Ultraman Mebius Side Story: Ghost Reverse
Prior to the events of Mega Monster Battle: Ultra Galaxy, Mebius joined Taro and Ace in a fight against the revived Heavenly Kings until they were captured, with Hikari defecting to their side. In order to save his brothers in arms, Mebius was sent to the Valley of the Flames to retrieve the Giga Battle Nizer. He was joined by Mechazam, a robot that he met before who wanted to follow Mebius' path of being stronger. The two soon fought against EX Zetton and managed to both get the Battle Nizer and defeat the monster but Mechazam sacrificed himself to save Mebius from falling lava. Returning to surface, Hikari exposes his cover and saved Taro and Ace allowing the Ultra Warriors to fight back. When Alien Mefilas revived Mechazam as Ghost Reverse and docked the Battle Nizer to revive Alien Empera, Mebius faced the dilemma of destroying his newfound friend until Mechazam reassured him, allowing Mebius to carry out his duty.

Subsequent history
Mega Monster Battle: Ultra Galaxy (2009): Following Belial's escape, Ultraman Mebius was among a number of Ultra Warriors that tried to stop Belial from advancing to the Plasma Spark. Alongside Ultraman and Ultraseven, he survived Belial's assault on Land of Light and recruited Rei to assist them in their battle, later being joined by, Ultraman Dyna and later the Leo Brothers and Seven's son, Ultraman Zero. In English dub, he is voiced by John Katona.
Ultraman Zero: The Revenge of Belial (2010): Ultraman Mebius was among the Space Garrison members that studied the Darklop's remains and donated his light to Zero's travel sphere so that the youth could travel to an alternate universe. He was also among the Ultras that fought against Kasier Belial's army during his invasion on the Land of Light.
Ultraman Saga (2012): Although he never appeared, Mebius Infinity was planned to appear in the early draft of the movie.
Shin Ultraman Retsuden (2013-2016): Narrated by Ultraman Ginga, episode 152 of the biography series has him showing the viewers of a sparring match held between Mebius and his teacher, Taro.
Ultraman Ginga S The Movie (2015): Mebius was among the Heisei Ultras that were held captive by Etelgar until the UPG members freed them.
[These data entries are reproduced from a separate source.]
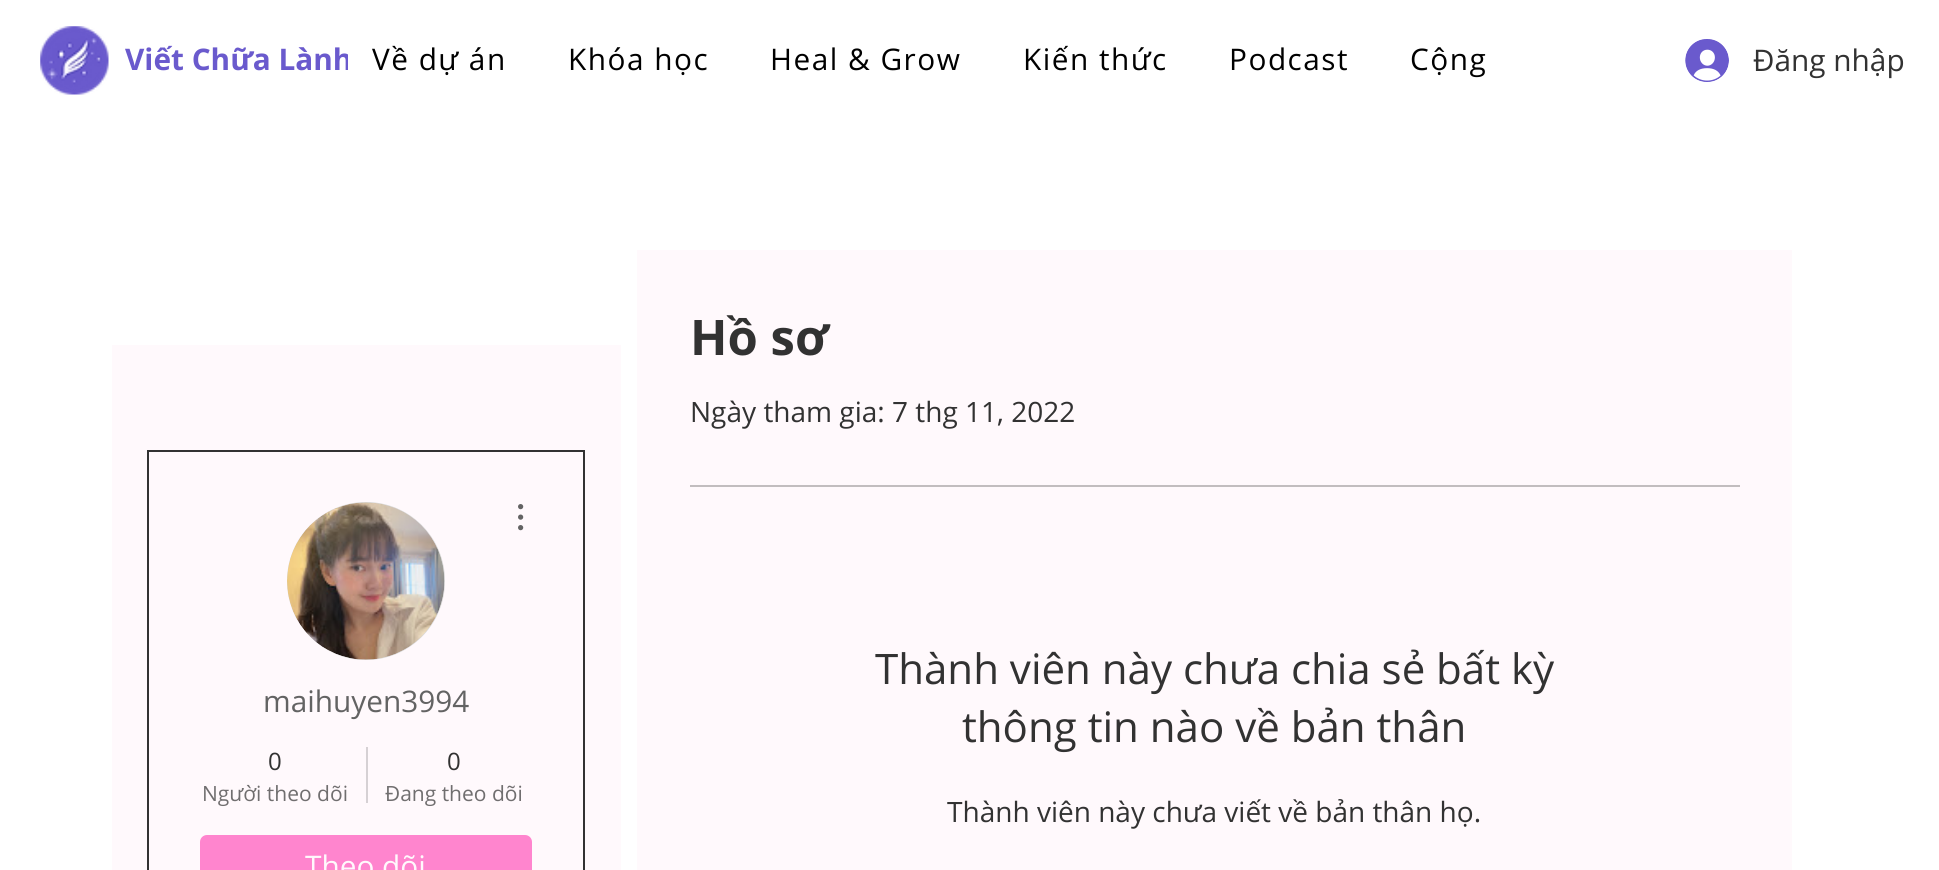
#include <cairo/cairo.h>
#include <math.h>
#include <stddef.h>

typedef struct { double x, y; const char *s; } line_t;
static cairo_t *cr;

static void rgb(unsigned color)
{
	cairo_set_source_rgb(cr, (color >> 16) / 255.0, (color >> 8 & 255) / 255.0, (color & 255) / 255.0);
}

static void tracked(double x, double y, const char *s, double letter, double word)
{
	cairo_move_to(cr, x, y);
	while (*s) {
		char ch[5] = {0};
		int n = 0;
		do ch[n++] = *s++; while ((*s & 0xC0) == 0x80);
		cairo_show_text(cr, ch);
		cairo_rel_move_to(cr, letter + word * (*ch == ' '), 0);
	}
}

static void rrect(double x, double y, double w, double h, double r)
{
	cairo_new_sub_path(cr);
	cairo_arc(cr, x + w - r, y + h - r, r, 0, M_PI / 2);
	cairo_arc(cr, x + r, y + h - r, r, M_PI / 2, M_PI);
	cairo_arc(cr, x + r, y + r, r, M_PI, 1.5 * M_PI);
	cairo_arc(cr, x + w - r, y + r, r, 1.5 * M_PI, 2 * M_PI);
	cairo_close_path(cr);
}

static void image(const char *path, double x, double y, double w, double h)
{
	cairo_surface_t *image = cairo_image_surface_create_from_png(path);
	cairo_save(cr);
	cairo_set_source_surface(cr, image, x, y);
	cairo_rectangle(cr, x, y, w, h);
	cairo_fill(cr);
	cairo_restore(cr);
	cairo_surface_destroy(image);
}

int main(void) {
	cairo_surface_t *surface = cairo_image_surface_create(CAIRO_FORMAT_RGB24, 1939, 870);
	cr = cairo_create(surface);
	cairo_font_options_t *options = cairo_font_options_create();
	cairo_font_options_set_hint_metrics(options, CAIRO_HINT_METRICS_OFF);
	cairo_font_options_set_hint_style(options, CAIRO_HINT_STYLE_NONE);
	cairo_set_font_options(cr, options);
	cairo_set_miter_limit(cr, 4);
	rgb(0xffffff);
	cairo_paint(cr);
	image("img/1.png", 40, 26, 69, 69);
	image("img/2.png", 1685, 39, 44, 43);
	rgb(0xfff9fc);
	cairo_rectangle(cr, 112, 345, 509, 525);
	cairo_fill(cr);
	cairo_rectangle(cr, 148, 451, 436, 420);
	rgb(0x323232);
	cairo_stroke(cr);
	rgb(0xd8d8d8);
	cairo_arc(cr, 366, 581, 79, 0, 2 * M_PI);
	cairo_fill(cr);
	image("img/3.png", 287, 502, 158, 158);
	image("img/4.png", 518, 504, 6, 27);
	rgb(0xd6d1d4);
	cairo_rectangle(cr, 366, 747, 2, 56);
	cairo_fill(cr);
	rgb(0xff85ce);
	rrect(201, 836, 330, 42, 6);
	cairo_fill_preserve(cr);
	cairo_stroke(cr);
	rgb(0xfff9fc);
	cairo_rectangle(cr, 637, 250, 1155, 620);
	cairo_fill(cr);
	rgb(0xc2bdbf);
	cairo_rectangle(cr, 690, 485, 1050, 2);
	cairo_fill(cr);
	cairo_select_font_face(cr, "Open Sans", CAIRO_FONT_SLANT_NORMAL, CAIRO_FONT_WEIGHT_BOLD);
	cairo_set_font_size(cr, 29.75);
	rgb(0x6a5acd);
	cairo_move_to(cr, 125, 70);
	cairo_show_text(cr, "Viết Chữa Lành");
	rgb(0xffffff);
	cairo_rectangle(cr, 348, 54, 3, 16);
	cairo_fill(cr);
	cairo_select_font_face(cr, "Open Sans", CAIRO_FONT_SLANT_NORMAL, CAIRO_FONT_WEIGHT_NORMAL);
	rgb(0x000000);
	{
		static const line_t items[] = {
			{372, 70, "Về dự án"},
			{568, 70, "Khóa học"},
			{770, 70, "Heal & Grow"},
			{1023, 70, "Kiến thức"},
			{1229, 70, "Podcast"},
			{1410, 70, "Cộng"},
		};
		for (size_t i = 0; i < sizeof items / sizeof *items; i++) {
			tracked(items[i].x, items[i].y, items[i].s, 1.5, 0);
		}
	}
	rgb(0x323232);
	cairo_move_to(cr, 1753, 71);
	cairo_show_text(cr, "Đăng nhập");
	rgb(0x636363);
	cairo_move_to(cr, 263, 712);
	cairo_show_text(cr, "maihuyen3994");
	cairo_set_font_size(cr, 24);
	rgb(0x323232);
	cairo_move_to(cr, 268, 770);
	cairo_show_text(cr, "0");
	cairo_set_font_size(cr, 21);
	rgb(0x706e6f);
	cairo_move_to(cr, 202, 801);
	cairo_show_text(cr, "Người theo dõi");
	cairo_set_font_size(cr, 24);
	rgb(0x323232);
	cairo_move_to(cr, 447, 770);
	cairo_show_text(cr, "0");
	cairo_set_font_size(cr, 21);
	rgb(0x706e6f);
	cairo_move_to(cr, 385, 801);
	cairo_show_text(cr, "Đang theo dõi");
	cairo_set_font_size(cr, 29.75);
	rgb(0xfff9fc);
	cairo_move_to(cr, 305, 877);
	cairo_show_text(cr, "Theo dõi");
	cairo_select_font_face(cr, "Open Sans", CAIRO_FONT_SLANT_NORMAL, CAIRO_FONT_WEIGHT_BOLD);
	cairo_set_font_size(cr, 49);
	rgb(0x323232);
	cairo_move_to(cr, 690, 355);
	cairo_show_text(cr, "Hồ sơ");
	cairo_select_font_face(cr, "Open Sans", CAIRO_FONT_SLANT_NORMAL, CAIRO_FONT_WEIGHT_NORMAL);
	cairo_set_font_size(cr, 28);
	cairo_move_to(cr, 690, 422);
	cairo_show_text(cr, "Ngày tham gia: 7 thg 11, 2022");
	cairo_set_font_size(cr, 42);
	cairo_move_to(cr, 875, 684);
	cairo_show_text(cr, "Thành viên này chưa chia sẻ bất kỳ");
	cairo_move_to(cr, 962, 742);
	cairo_show_text(cr, "thông tin nào về bản thân");
	cairo_set_font_size(cr, 28);
	cairo_move_to(cr, 947, 822);
	cairo_show_text(cr, "Thành viên này chưa viết về bản thân họ.");
	cairo_surface_write_to_png(surface, "page.png");
	cairo_font_options_destroy(options);
	cairo_destroy(cr);
	cairo_surface_destroy(surface);
	return 0;
}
While the other Heisei Ultras made their way to the top of Etelgar's tower, Mebius was left behind to fight against a fake Alien Empera before joining other Heisei Ultras to destroy Etelgar's castle. Alongside other preceding Heisei Ultras, Mebius contributed his signature finisher, Mebium Shoot to Hikaru's Ultra Fusion Brace for the completion of Ultraman Ginga Victory. In the Ginga S Movie, he was voiced by Jun Fukuyama in his first voice acting role in Mebius' live portrayal and by Nicholas Manelick in the English Dub. As with all Heisei Ultraman, Mebius's dialogue is accompanied with him shouting the name of his attacks. This part was made intentional by movie director Koichi Sakamoto, who wants the young audiences (children) to remember their attacks.
Ultra Fight Victory (2015): Though not appeared, Mebius' silhouette was present when Ultraman Ginga Victory utilized his Mebium Shoot to attack Super Grand King Spectre, only for the monster to shrug it off easily.
Ultraman Orb (2016): Ultraman Mebius was mentioned to be the sealer of Maga-Basser before Jugglus released the King Demon Beast. Upon its defeat, Mebius' Ultra Fusion Card was acquired by Gai, who used it alongside Ultraman Taro's card to transform into Ultraman Orb Burnmite. During the final episode of the series, Mebius' and the other Ultra Fusion Cards in Gai's possession transformed into physical projections of their owner to assist Ultraman Orb in delivering the finishing blow to Magata no Orochi while Juggler held off the monster long enough to expose its weak spot.
Ultraman Geed (2017): Mebius joined the Ultra Brothers in a battle against Ultraman Belial before he initiated Crisis Impact. What happened to him and the rest of the Ultra Warriors is unknown.

Reiwa Era
Ultraman Taiga (2019): Ultraman Mebius was mentioned in the first and second episodes of Tri-Squad Voice Drama, as the Triger Shot, a weapon which belonged to Crew GUYS were among those archived by Firis. The weapon itself also contained distorted voice recordings of Mebius' time with Crew GUYS and this inspire Taiga to train himself again.
Ultra Galaxy Fight: In the miniseries' English dub, Mebius' voice is provided by Maxwell Powers.
The Absolute Conspiracy (2021): Following Ultraman Z's recruitment into the Inter-Galactic Defense Force, Mebius trained Z in Zero's place before the two volunteered to assist the Ultra League in their failed attempt to prevent Yullian's kidnapping by The Kingdom.
The Destined Crossroad (2022): Mebius later trains Ultrawoman Grigio, pointing out the necessity for her to develop her own fighting style but compliments her role as a healer. When The Kingdom try to stop Yullian's rescue in Planet Blizzard, Mebius joins the Ultra Brothers and reformed Mebius Infinity to stop the incoming Absolutian troops from outnumbering the Inter-Galactic Defense Force.
Ultraman Z (2020): His power inhabited the , one of the many Ultra Medals developed on the Land of Light. After its theft and destruction of Genegarg on Earth, Mebius was among those salvaged by GAFJ and retrieved by Ultraman Z, using it alongside Cosmos and Nexus to execute . In the twenty-first episode of Ultraman Z & Ultraman Zero Voice Drama (taking place before the series), Mebius set his sight to become an instructor like Taro and volunteered to be Z's companion in mission.

Profile
Ultraman Mebius's statistics below were mentioned in the original series, while additional info were brought up in magazines and official websites.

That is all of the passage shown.